Scientists are reporting in a new study that mammography is not an effective screening tool for women in their 40s because a tumor and the patient's tissue appear to be the same color.
Stanford University researchers reporting in Tuesday's Journal of the National Cancer Institute said while the screening technique works best for women over 50, the denser tissue of younger women tends to obscure tumors.
For years, doctors have known that tumors and dense tissue tend to appear white on a mammogram. In women who have undergone menopause, breast tissue often appears gray on a mammogram, so the sharp color contrast of the tumor is not as difficult to miss.

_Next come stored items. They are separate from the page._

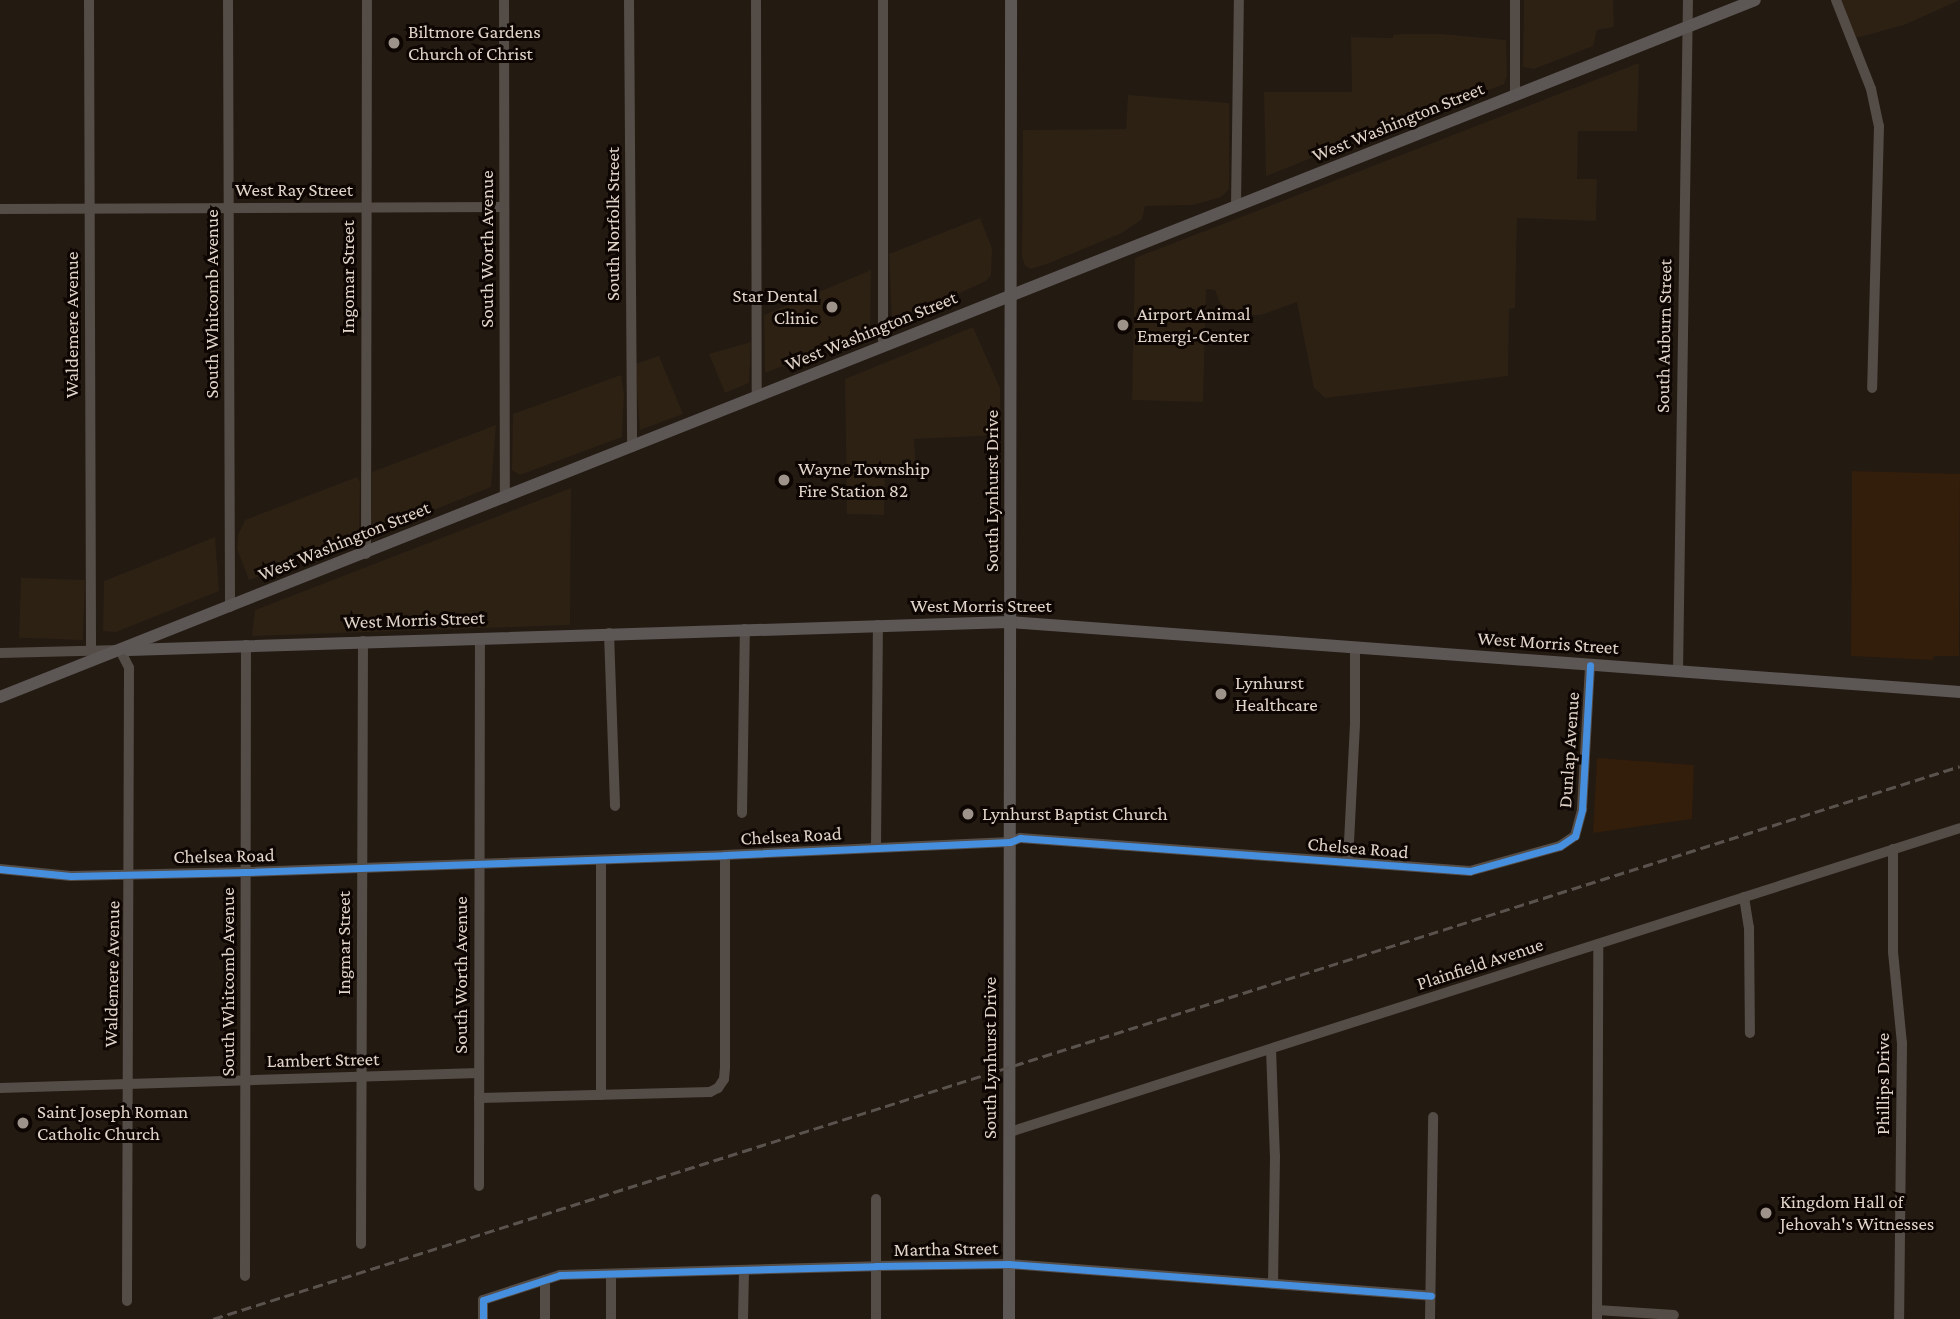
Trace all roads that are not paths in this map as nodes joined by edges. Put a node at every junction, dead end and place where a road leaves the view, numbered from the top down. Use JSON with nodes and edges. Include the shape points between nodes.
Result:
{"nodes":[{"id":1,"x":89,"y":0,"type":"edge"},
{"id":2,"x":228,"y":0,"type":"edge"},
{"id":3,"x":367,"y":0,"type":"edge"},
{"id":4,"x":504,"y":0,"type":"edge"},
{"id":5,"x":629,"y":0,"type":"edge"},
{"id":6,"x":756,"y":0,"type":"edge"},
{"id":7,"x":883,"y":0,"type":"edge"},
{"id":8,"x":1012,"y":0,"type":"edge"},
{"id":9,"x":1239,"y":0,"type":"edge"},
{"id":10,"x":1515,"y":0,"type":"edge"},
{"id":11,"x":1688,"y":0,"type":"edge"},
{"id":12,"x":1755,"y":0,"type":"edge"},
{"id":13,"x":1836,"y":0,"type":"edge"},
{"id":14,"x":1685,"y":28,"type":"junction"},
{"id":15,"x":1515,"y":96,"type":"junction"},
{"id":16,"x":1236,"y":206,"type":"junction"},
{"id":17,"x":366,"y":207,"type":"junction"},
{"id":18,"x":504,"y":207,"type":"junction"},
{"id":19,"x":229,"y":208,"type":"junction"},
{"id":20,"x":0,"y":209,"type":"edge"},
{"id":21,"x":89,"y":209,"type":"junction"},
{"id":22,"x":1013,"y":295,"type":"junction"},
{"id":23,"x":883,"y":347,"type":"junction"},
{"id":24,"x":1872,"y":388,"type":"dead end"},
{"id":25,"x":757,"y":397,"type":"junction"},
{"id":26,"x":632,"y":447,"type":"junction"},
{"id":27,"x":505,"y":498,"type":"junction"},
{"id":28,"x":366,"y":554,"type":"junction"},
{"id":29,"x":230,"y":607,"type":"junction"},
{"id":30,"x":1010,"y":622,"type":"junction"},
{"id":31,"x":878,"y":625,"type":"junction"},
{"id":32,"x":745,"y":629,"type":"junction"},
{"id":33,"x":609,"y":633,"type":"junction"},
{"id":34,"x":480,"y":638,"type":"junction"},
{"id":35,"x":363,"y":641,"type":"junction"},
{"id":36,"x":246,"y":645,"type":"junction"},
{"id":37,"x":1355,"y":648,"type":"junction"},
{"id":38,"x":91,"y":650,"type":"junction"},
{"id":39,"x":120,"y":650,"type":"junction"},
{"id":40,"x":0,"y":653,"type":"edge"},
{"id":41,"x":1590,"y":665,"type":"junction"},
{"id":42,"x":1678,"y":672,"type":"junction"},
{"id":43,"x":1960,"y":692,"type":"edge"},
{"id":44,"x":0,"y":697,"type":"edge"},
{"id":45,"x":615,"y":806,"type":"dead end"},
{"id":46,"x":742,"y":813,"type":"dead end"},
{"id":47,"x":1960,"y":828,"type":"edge"},
{"id":48,"x":1575,"y":836,"type":"joint"},
{"id":49,"x":1010,"y":842,"type":"junction"},
{"id":50,"x":876,"y":847,"type":"junction"},
{"id":51,"x":1893,"y":849,"type":"junction"},
{"id":52,"x":725,"y":855,"type":"junction"},
{"id":53,"x":601,"y":860,"type":"junction"},
{"id":54,"x":1348,"y":862,"type":"junction"},
{"id":55,"x":479,"y":864,"type":"junction"},
{"id":56,"x":362,"y":868,"type":"junction"},
{"id":57,"x":0,"y":869,"type":"edge"},
{"id":58,"x":246,"y":872,"type":"junction"},
{"id":59,"x":130,"y":874,"type":"junction"},
{"id":60,"x":1744,"y":897,"type":"junction"},
{"id":61,"x":1598,"y":944,"type":"junction"},
{"id":62,"x":1750,"y":1033,"type":"dead end"},
{"id":63,"x":1271,"y":1049,"type":"junction"},
{"id":64,"x":479,"y":1073,"type":"junction"},
{"id":65,"x":362,"y":1077,"type":"junction"},
{"id":66,"x":246,"y":1079,"type":"junction"},
{"id":67,"x":128,"y":1084,"type":"junction"},
{"id":68,"x":0,"y":1088,"type":"edge"},
{"id":69,"x":601,"y":1095,"type":"junction"},
{"id":70,"x":479,"y":1098,"type":"junction"},
{"id":71,"x":1433,"y":1117,"type":"dead end"},
{"id":72,"x":1010,"y":1132,"type":"junction"},
{"id":73,"x":479,"y":1186,"type":"dead end"},
{"id":74,"x":876,"y":1199,"type":"dead end"},
{"id":75,"x":361,"y":1244,"type":"dead end"},
{"id":76,"x":1009,"y":1264,"type":"junction"},
{"id":77,"x":876,"y":1266,"type":"junction"},
{"id":78,"x":744,"y":1270,"type":"junction"},
{"id":79,"x":611,"y":1274,"type":"junction"},
{"id":80,"x":245,"y":1276,"type":"dead end"},
{"id":81,"x":545,"y":1280,"type":"junction"},
{"id":82,"x":1273,"y":1284,"type":"junction"},
{"id":83,"x":1431,"y":1296,"type":"junction"},
{"id":84,"x":127,"y":1301,"type":"dead end"},
{"id":85,"x":1597,"y":1315,"type":"edge"},
{"id":86,"x":1674,"y":1315,"type":"dead end"},
{"id":87,"x":483,"y":1319,"type":"edge"},
{"id":88,"x":545,"y":1319,"type":"edge"},
{"id":89,"x":611,"y":1319,"type":"edge"},
{"id":90,"x":743,"y":1319,"type":"edge"},
{"id":91,"x":876,"y":1319,"type":"edge"},
{"id":92,"x":1009,"y":1319,"type":"edge"},
{"id":93,"x":1430,"y":1319,"type":"edge"},
{"id":94,"x":1899,"y":1319,"type":"edge"}],
"edges":[{"from":1,"to":21,"type":"street","name":"Waldemere Avenue"},
{"from":2,"to":19,"type":"street","name":"South Whitcomb Avenue"},
{"from":3,"to":17,"type":"street","name":"Ingomar Street"},
{"from":4,"to":18,"type":"street","name":"South Worth Avenue"},
{"from":5,"to":26,"type":"street","name":"South Norfolk Street"},
{"from":6,"to":25,"type":"street"},
{"from":7,"to":23,"type":"street"},
{"from":8,"to":22,"type":"main road","name":"South Lynhurst Drive"},
{"from":9,"to":16,"type":"street"},
{"from":10,"to":15,"type":"street"},
{"from":11,"to":14,"type":"street","name":"South Auburn Street"},
{"from":12,"to":14,"type":"main road","name":"West Washington Street"},
{"from":13,"to":24,"type":"street","via":[[1871,89],[1879,127]]},
{"from":14,"to":15,"type":"main road","name":"West Washington Street"},
{"from":14,"to":42,"type":"street","name":"South Auburn Street"},
{"from":15,"to":16,"type":"main road","name":"West Washington Street"},
{"from":16,"to":22,"type":"main road","name":"West Washington Street"},
{"from":17,"to":18,"type":"street","name":"West Ray Street"},
{"from":17,"to":19,"type":"street","name":"West Ray Street"},
{"from":17,"to":28,"type":"street","name":"Ingomar Street"},
{"from":18,"to":27,"type":"street","name":"South Worth Avenue"},
{"from":19,"to":21,"type":"street","name":"West Ray Street"},
{"from":19,"to":29,"type":"street","name":"South Whitcomb Avenue"},
{"from":20,"to":21,"type":"street","name":"West Ray Street"},
{"from":21,"to":38,"type":"street","name":"Waldemere Avenue"},
{"from":22,"to":23,"type":"main road","name":"West Washington Street"},
{"from":22,"to":30,"type":"main road","name":"South Lynhurst Drive"},
{"from":23,"to":25,"type":"main road","name":"West Washington Street"},
{"from":25,"to":26,"type":"main road","name":"West Washington Street"},
{"from":26,"to":27,"type":"main road","name":"West Washington Street"},
{"from":27,"to":28,"type":"main road","name":"West Washington Street"},
{"from":28,"to":29,"type":"main road","name":"West Washington Street"},
{"from":29,"to":39,"type":"main road","name":"West Washington Street"},
{"from":30,"to":31,"type":"main road","name":"West Morris Street"},
{"from":30,"to":37,"type":"main road","name":"West Morris Street"},
{"from":30,"to":49,"type":"main road","name":"South Lynhurst Drive"},
{"from":31,"to":32,"type":"main road","name":"West Morris Street"},
{"from":31,"to":50,"type":"street"},
{"from":32,"to":33,"type":"main road","name":"West Morris Street"},
{"from":32,"to":46,"type":"street"},
{"from":33,"to":34,"type":"main road","name":"West Morris Street"},
{"from":33,"to":45,"type":"street"},
{"from":34,"to":35,"type":"main road","name":"West Morris Street"},
{"from":34,"to":55,"type":"street","name":"South Worth Avenue"},
{"from":35,"to":36,"type":"main road","name":"West Morris Street"},
{"from":35,"to":56,"type":"street","name":"Ingmar Street"},
{"from":36,"to":39,"type":"main road","name":"West Morris Street"},
{"from":36,"to":58,"type":"street","name":"South Whitcomb Avenue"},
{"from":37,"to":41,"type":"main road","name":"West Morris Street"},
{"from":37,"to":54,"type":"street"},
{"from":38,"to":39,"type":"street","name":"West Morris Street"},
{"from":38,"to":40,"type":"street","name":"West Morris Street"},
{"from":39,"to":44,"type":"main road","name":"West Washington Street"},
{"from":39,"to":59,"type":"street","name":"Waldemere Avenue","via":[[130,671]]},
{"from":41,"to":42,"type":"main road","name":"West Morris Street"},
{"from":41,"to":48,"type":"street","name":"Dunlap Avenue","via":[[1582,809]]},
{"from":42,"to":43,"type":"main road","name":"West Morris Street"},
{"from":47,"to":51,"type":"street","name":"Plainfield Avenue"},
{"from":48,"to":54,"type":"street","name":"Chelsea Road","via":[[1560,846],[1466,872]]},
{"from":49,"to":50,"type":"street","name":"Chelsea Road"},
{"from":49,"to":54,"type":"street","name":"Chelsea Road","via":[[1020,838],[1063,840]]},
{"from":49,"to":72,"type":"main road","name":"South Lynhurst Drive"},
{"from":50,"to":52,"type":"street","name":"Chelsea Road"},
{"from":51,"to":60,"type":"street","name":"Plainfield Avenue"},
{"from":51,"to":94,"type":"street","name":"Phillips Drive","via":[[1893,952],[1902,1043]]},
{"from":52,"to":53,"type":"street","name":"Chelsea Road"},
{"from":52,"to":69,"type":"street","via":[[725,1068],[719,1087],[710,1092]]},
{"from":53,"to":55,"type":"street","name":"Chelsea Road"},
{"from":53,"to":69,"type":"street"},
{"from":55,"to":56,"type":"street","name":"Chelsea Road"},
{"from":55,"to":64,"type":"street","name":"South Worth Avenue"},
{"from":56,"to":58,"type":"street","name":"Chelsea Road"},
{"from":56,"to":65,"type":"street","name":"Ingmar Street"},
{"from":57,"to":59,"type":"street","name":"Chelsea Road","via":[[52,876]]},
{"from":58,"to":59,"type":"street","name":"Chelsea Road"},
{"from":58,"to":66,"type":"street","name":"South Whitcomb Avenue"},
{"from":59,"to":67,"type":"street","name":"Waldemere Avenue"},
{"from":60,"to":61,"type":"street","name":"Plainfield Avenue"},
{"from":60,"to":62,"type":"street","via":[[1749,928]]},
{"from":61,"to":63,"type":"street","name":"Plainfield Avenue"},
{"from":61,"to":85,"type":"street"},
{"from":63,"to":72,"type":"street","name":"Plainfield Avenue"},
{"from":63,"to":82,"type":"street"},
{"from":64,"to":65,"type":"street","name":"Lambert Street"},
{"from":64,"to":70,"type":"street","name":"South Worth Avenue"},
{"from":65,"to":66,"type":"street","name":"Lambert Street"},
{"from":65,"to":75,"type":"street","name":"Ingmar Street"},
{"from":66,"to":67,"type":"street","name":"Lambert Street"},
{"from":66,"to":80,"type":"street","name":"South Whitcomb Avenue"},
{"from":67,"to":68,"type":"street","name":"Lambert Street"},
{"from":67,"to":84,"type":"street","name":"Waldemere Avenue"},
{"from":69,"to":70,"type":"street"},
{"from":70,"to":73,"type":"street","name":"South Worth Avenue"},
{"from":71,"to":83,"type":"street"},
{"from":72,"to":76,"type":"main road","name":"South Lynhurst Drive"},
{"from":74,"to":77,"type":"street"},
{"from":76,"to":77,"type":"street","name":"Martha Street"},
{"from":76,"to":82,"type":"street","name":"Martha Street"},
{"from":76,"to":92,"type":"main road","name":"South Lynhurst Drive"},
{"from":77,"to":78,"type":"street","name":"Martha Street"},
{"from":77,"to":91,"type":"street"},
{"from":78,"to":79,"type":"street","name":"Martha Street"},
{"from":78,"to":90,"type":"street"},
{"from":79,"to":81,"type":"street","name":"Martha Street","via":[[560,1275]]},
{"from":79,"to":89,"type":"street"},
{"from":81,"to":87,"type":"street","via":[[483,1300]]},
{"from":81,"to":88,"type":"street"},
{"from":82,"to":83,"type":"street","name":"Martha Street"},
{"from":83,"to":93,"type":"street"},
{"from":85,"to":86,"type":"street"}]}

The researchers used an assessment technique called the Breast Cancer Screening Simulator to create hypothetical screening scenarios whereby they could estimate the median tumor size detectable on a mammogram and the tumor growth rate in women in two groups: those aged 40 to 49 and 50 to 69. The technique, based on medical data, revealed that tumors grow faster in younger women and are more difficult to detect.
"It's true that these younger patients have denser breasts and tumors can hide," said Dr. Rajiv Datta, medical director of the cancer center at South Nassau Communities Hospital in Oceanside. "You get a whiteout effect. . . . We never rely on mammography alone," he said. "We take a detailed family history of younger women and also conduct other testing."
Alternate imaging can help doctors discern the presence of a tumor when mammograms leave questionable results, Datta said. Sonograms are a secondary form of testing for younger women. No form of screening is perfect, Datta added, which is why physicians increasingly turn to multiple methods of assessment.